Collected data entries:
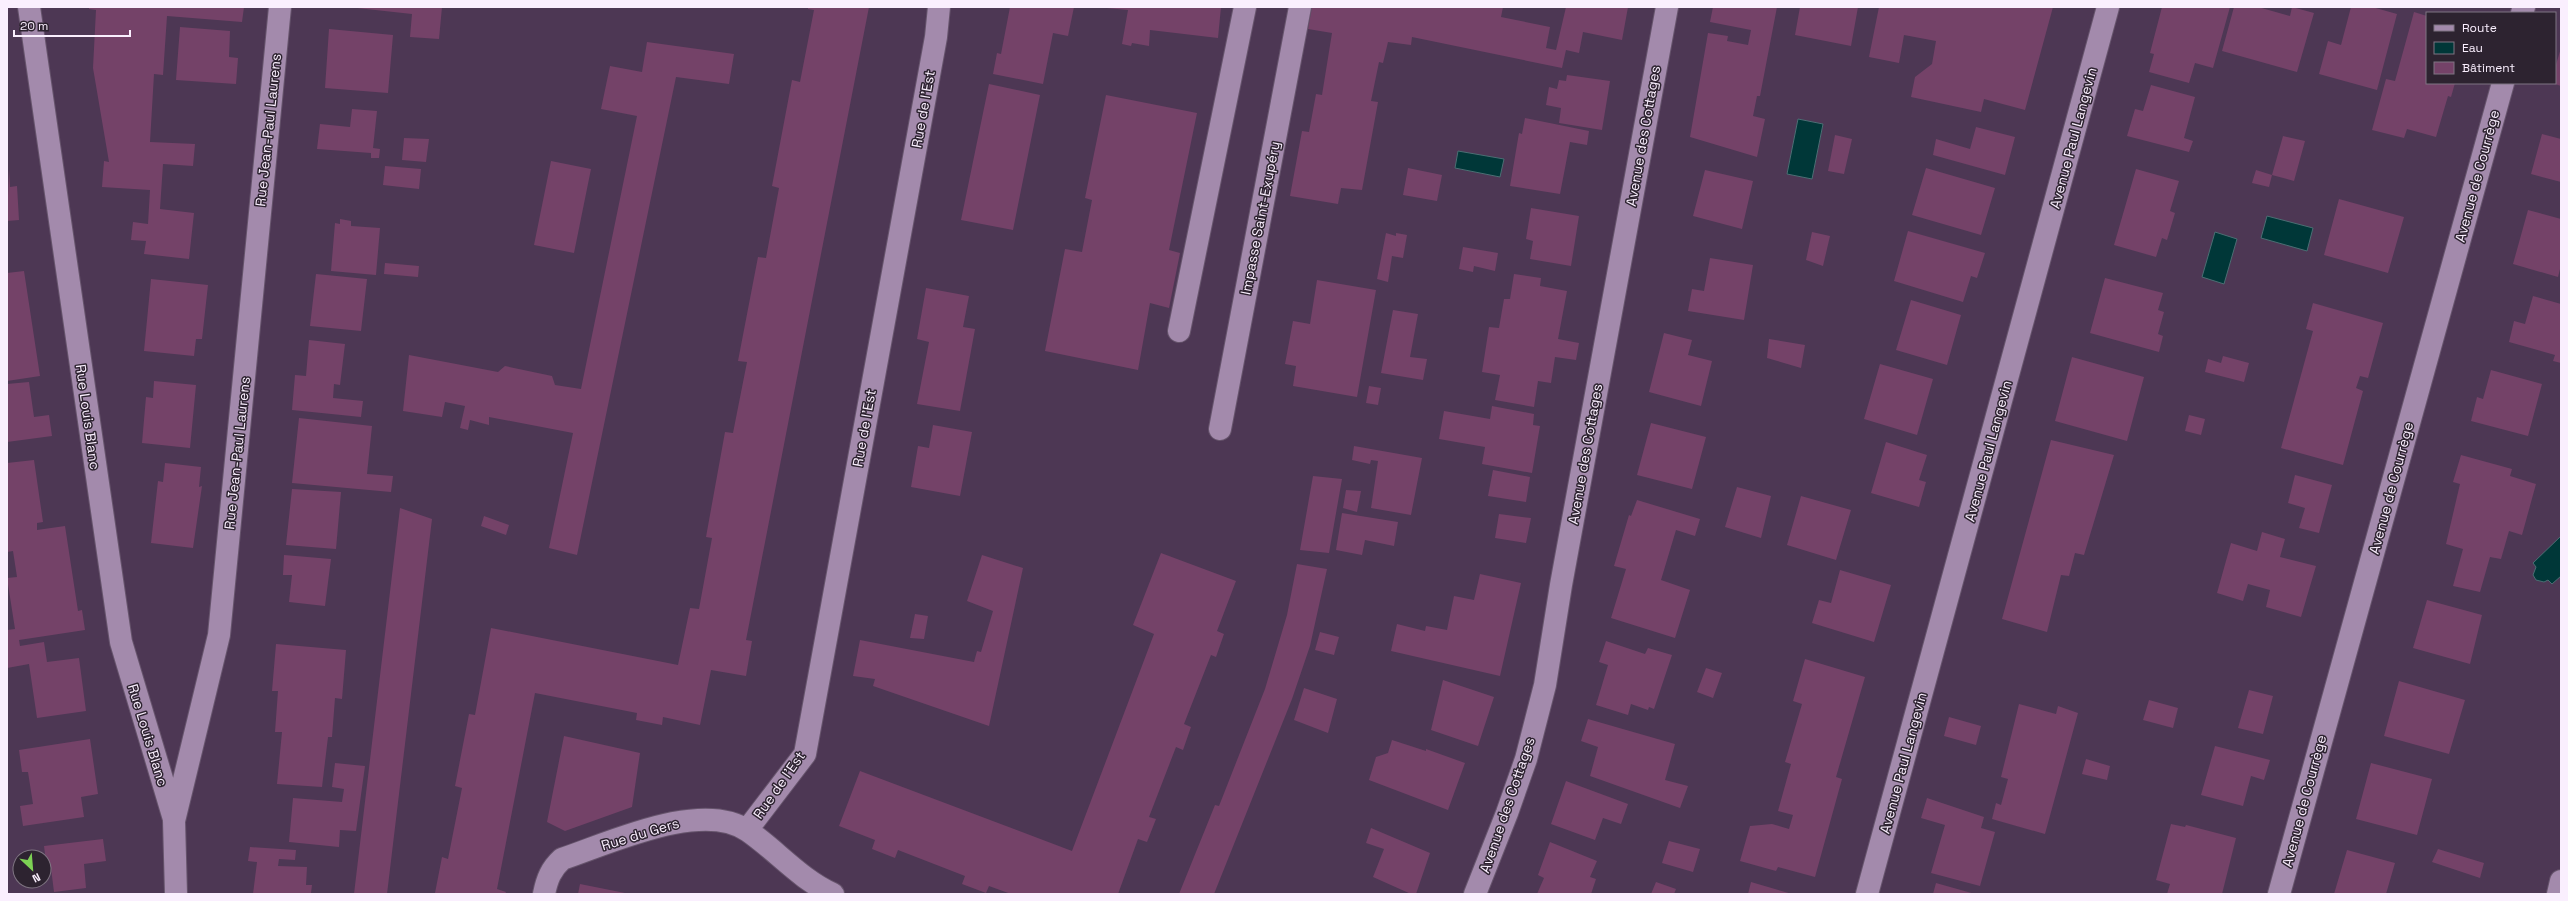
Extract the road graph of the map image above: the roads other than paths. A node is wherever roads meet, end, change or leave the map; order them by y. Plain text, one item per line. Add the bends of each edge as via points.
1 (29, 7) edge
2 (280, 7) edge
3 (939, 7) edge
4 (1245, 7) edge
5 (1300, 7) edge
6 (1667, 7) edge
7 (2108, 7) edge
8 (2502, 84) edge
9 (1180, 331) dead end
10 (1220, 428) dead end
11 (174, 821) junction
12 (747, 830) junction
13 (2561, 881) edge
14 (176, 894) edge
15 (544, 894) edge
16 (833, 894) edge
17 (1475, 894) edge
18 (1867, 894) edge
19 (2279, 894) edge
20 (2558, 894) edge

1 - 11 street, Rue Louis Blanc via 121,642
2 - 11 street, Rue Jean-Paul Laurens via 219,635
3 - 12 street, Rue de l'Est via 935,44 805,754
4 - 9 street
5 - 10 street, Impasse Saint-Exupéry
6 - 17 street, Avenue des Cottages via 1562,577 1545,685 1526,759 1508,813
7 - 18 street, Avenue Paul Langevin
8 - 19 street, Avenue de Courrège
11 - 14 street, Rue Jean-Paul Laurens
12 - 15 street, Rue du Gers via 724,819 686,820 654,828 562,859 554,867
12 - 16 street, Rue du Gers via 817,887
13 - 20 street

Required action: If an entry holds a picture, skip the picture and print the rest of the data exactly.

Task solution:
Extract the road graph of the map image above: the roads other than paths. A node is wherever roads meet, end, change or leave the map; order them by y. Plain text, one item per line. Add the bends of each edge as via points.
1 (29, 7) edge
2 (280, 7) edge
3 (939, 7) edge
4 (1245, 7) edge
5 (1300, 7) edge
6 (1667, 7) edge
7 (2108, 7) edge
8 (2502, 84) edge
9 (1180, 331) dead end
10 (1220, 428) dead end
11 (174, 821) junction
12 (747, 830) junction
13 (2561, 881) edge
14 (176, 894) edge
15 (544, 894) edge
16 (833, 894) edge
17 (1475, 894) edge
18 (1867, 894) edge
19 (2279, 894) edge
20 (2558, 894) edge

1 - 11 street, Rue Louis Blanc via 121,642
2 - 11 street, Rue Jean-Paul Laurens via 219,635
3 - 12 street, Rue de l'Est via 935,44 805,754
4 - 9 street
5 - 10 street, Impasse Saint-Exupéry
6 - 17 street, Avenue des Cottages via 1562,577 1545,685 1526,759 1508,813
7 - 18 street, Avenue Paul Langevin
8 - 19 street, Avenue de Courrège
11 - 14 street, Rue Jean-Paul Laurens
12 - 15 street, Rue du Gers via 724,819 686,820 654,828 562,859 554,867
12 - 16 street, Rue du Gers via 817,887
13 - 20 street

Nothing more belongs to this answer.